Enno Peters’ post + EIA DPR Report

The first half of this post is a guest post by Enno Peters. The second half is taken from the latest EIA Drilling Productivity Report.

GEOGRAPHICAL ANALYSIS OF WELL QUALITY IN NORTH DAKOTA

by Enno Peters

SUMMARY

I was interested in doing a geographical analysis of the oil production in North Dakota. Detailed information made freely available by the NDIC allowed me to analyze how, geographically, wellperformance has been changing over time, in the area of North Dakota where most oil is produced.

RESULTS

In the following animated gif, you will see part of North Dakota. It contains the North West corner that borders Montana and Canada. The scale is in miles, with a rather arbitrary origin. Projected on this map is a contour map. The numbers of these contours are the cumulative 1 year returns for wells drilled within that area, and the unit is 1000 barrels of oil (no gas). For example, contours with the value 50 mark the area in which wells produced at least 50 k barrels of oil in their first year.

animated (1)

I could calculate the surface areas of several levels of first year well returns, in order to determine the trend of these areas. In the following chart you can see for each year the (estimated) surface volumes for 3 levels of first year well returns, 50k, 80k, and 110 k barrels of oil.

Enno's Chart

The sudden increase in 2013 of estimated productive surface area, in which wells could produce at least 50 k barrels of oil in their first year, may be explained by

1) the fact that I could only use data until June 2013 (as the 2014 May data is currently the latest one available), and therefore the number of data points are 1/3 of what I have for 2012. The method to determine the contours may not be suitable with this number of data points.
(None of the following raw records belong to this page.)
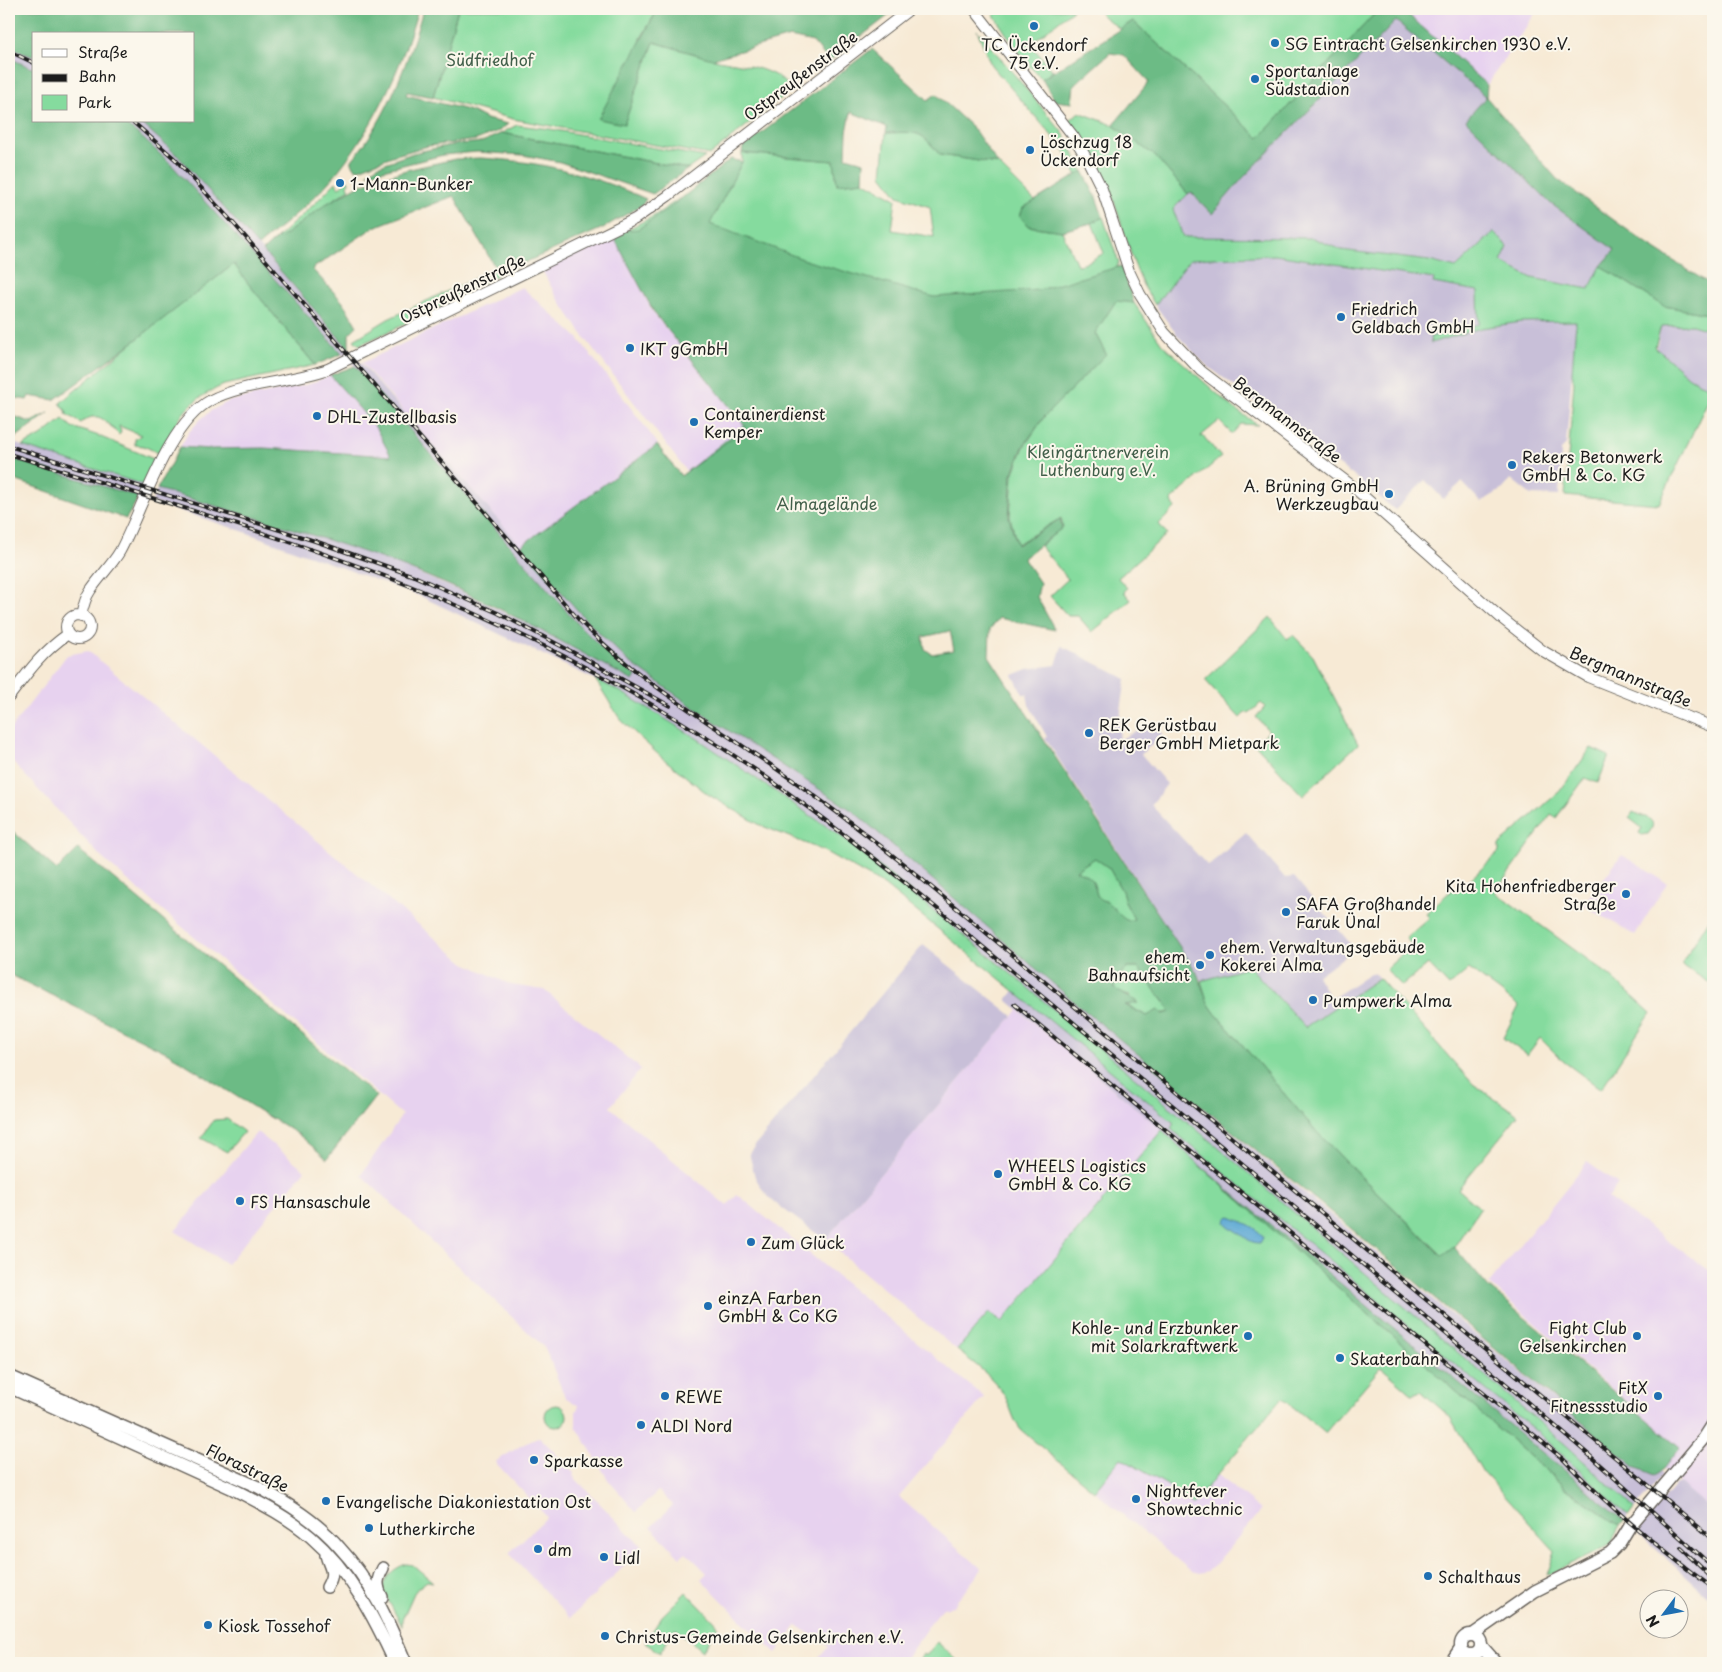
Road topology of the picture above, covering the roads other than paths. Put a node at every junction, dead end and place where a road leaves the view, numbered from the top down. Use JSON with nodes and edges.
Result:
{"nodes":[{"id":1,"x":910,"y":9,"type":"edge"},
{"id":2,"x":974,"y":9,"type":"edge"},
{"id":3,"x":81,"y":616,"type":"junction"},
{"id":4,"x":68,"y":634,"type":"junction"},
{"id":5,"x":9,"y":697,"type":"edge"},
{"id":6,"x":1713,"y":727,"type":"edge"},
{"id":7,"x":9,"y":1376,"type":"edge"},
{"id":8,"x":9,"y":1387,"type":"edge"},
{"id":9,"x":1713,"y":1424,"type":"edge"},
{"id":10,"x":326,"y":1551,"type":"junction"},
{"id":11,"x":383,"y":1568,"type":"dead end"},
{"id":12,"x":327,"y":1587,"type":"dead end"},
{"id":13,"x":384,"y":1612,"type":"junction"},
{"id":14,"x":1471,"y":1649,"type":"edge"},
{"id":15,"x":396,"y":1663,"type":"edge"},
{"id":16,"x":406,"y":1663,"type":"edge"},
{"id":17,"x":1451,"y":1663,"type":"edge"},
{"id":18,"x":1489,"y":1663,"type":"edge"},
{"id":19,"x":1496,"y":1663,"type":"edge"}],
"edges":[{"from":1,"to":3,"type":"street","name":"Ostpreußenstraße"},
{"from":2,"to":6,"type":"street","name":"Bergmannstraße"},
{"from":3,"to":4,"type":"street"},
{"from":3,"to":4,"type":"street"},
{"from":4,"to":5,"type":"street"},
{"from":7,"to":13,"type":"main road","name":"Florastraße"},
{"from":8,"to":10,"type":"main road","name":"Florastraße"},
{"from":9,"to":14,"type":"main road"},
{"from":10,"to":12,"type":"main road"},
{"from":10,"to":15,"type":"main road","name":"Florastraße"},
{"from":11,"to":13,"type":"main road"},
{"from":13,"to":16,"type":"main road","name":"Florastraße"},
{"from":14,"to":17,"type":"main road"},
{"from":14,"to":18,"type":"main road"},
{"from":14,"to":19,"type":"main road"}]}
2) changing well practices

3) entering of new formations

So far I suspect that it is mostly 1), but that 2) and 3) could also be part of the answer, and therefore recommend to mostly ignore the 2013 results for now.

As a guide to interpret these results, I estimate (based on a discounted cash flow analysis) that a well that returns 50 k barrels of oil needs a minimum WTI price of about $120; about $82 WTI is needed for 80 k wells or better, and a well that returns 110 k barrels of oil in its first year is about even with $64 WTI. These are rough indications; I have seen a good analysis that estimates 10% higher required WTI prices for these levels of well performance. With current prices that would mean that 50 k wells are not profitable, while 80+ k wells clearly are.

I further estimate that the estimated total oil return (EUR) of a well is just over 4 times its first year return.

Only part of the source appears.